The planned reduction of income tax has pleasantly surprised many because such moves by the government are not expected right after elections, but what is certain is that not all are happy about it, the Jutarnji List daily said on Friday.
Since 2018, all income tax revenues go into local government budgets, and according to data from the Ministry of Finance, they reached 14.6 billion kuna (€1.9 billion) last year.
If Prime Minister Andrej Plenkovic goes ahead with his decision to cut the income tax rate of 36% to 30% and the 24% rate to 20% as of 1 January next year, a rough calculation by tax experts shows that local government units could be left without 2 billion kuna (€265 million), the paper said.

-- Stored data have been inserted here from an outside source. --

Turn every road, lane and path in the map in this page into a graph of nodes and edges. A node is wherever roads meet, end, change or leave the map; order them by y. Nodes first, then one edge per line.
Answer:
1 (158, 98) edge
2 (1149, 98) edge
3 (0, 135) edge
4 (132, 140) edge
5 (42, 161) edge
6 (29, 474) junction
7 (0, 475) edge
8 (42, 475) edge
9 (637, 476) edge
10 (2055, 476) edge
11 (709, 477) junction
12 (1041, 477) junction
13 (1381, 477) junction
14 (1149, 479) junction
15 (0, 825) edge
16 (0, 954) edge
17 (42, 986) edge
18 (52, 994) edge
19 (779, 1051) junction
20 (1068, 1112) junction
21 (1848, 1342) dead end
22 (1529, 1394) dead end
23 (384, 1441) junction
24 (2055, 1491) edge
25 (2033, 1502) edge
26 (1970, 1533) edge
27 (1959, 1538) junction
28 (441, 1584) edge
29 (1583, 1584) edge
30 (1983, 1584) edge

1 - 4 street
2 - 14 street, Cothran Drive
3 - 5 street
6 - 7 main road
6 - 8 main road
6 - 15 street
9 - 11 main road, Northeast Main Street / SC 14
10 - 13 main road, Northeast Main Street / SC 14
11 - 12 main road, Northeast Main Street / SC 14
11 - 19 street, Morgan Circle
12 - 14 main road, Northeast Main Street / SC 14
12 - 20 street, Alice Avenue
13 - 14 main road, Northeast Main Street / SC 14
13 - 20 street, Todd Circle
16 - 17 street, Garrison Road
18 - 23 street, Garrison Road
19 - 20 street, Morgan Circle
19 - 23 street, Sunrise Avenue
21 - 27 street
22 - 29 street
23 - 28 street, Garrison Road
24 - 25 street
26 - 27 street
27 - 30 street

Since it would be difficult for the local government units to handle such a loss of revenue given their present organisation, the question arises whether there is a little more ambitious plan behind the government's announcement of income tax cuts.
This could be inferred from statements made during the election campaign, including those by the Minister of Public Administration and a member of the main committee of the ruling Croatian Democratic Union (HDZ) party, Ivan Malenica.
In addition to reducing the number of ministries, Malenica was quoted as saying that the number of local officials would also be reduced and that everything would be done to make public administration effective and efficient. This means digitalisation of local government and connecting local government institutions to central government registers, services, applications and platforms.
At what pace the government will embark on the reform process is yet to be seen, but it can be expected that the planned income tax cuts will go hand in hand with measures to resolve the problem of revenue loss for local government, Jutarnji List said.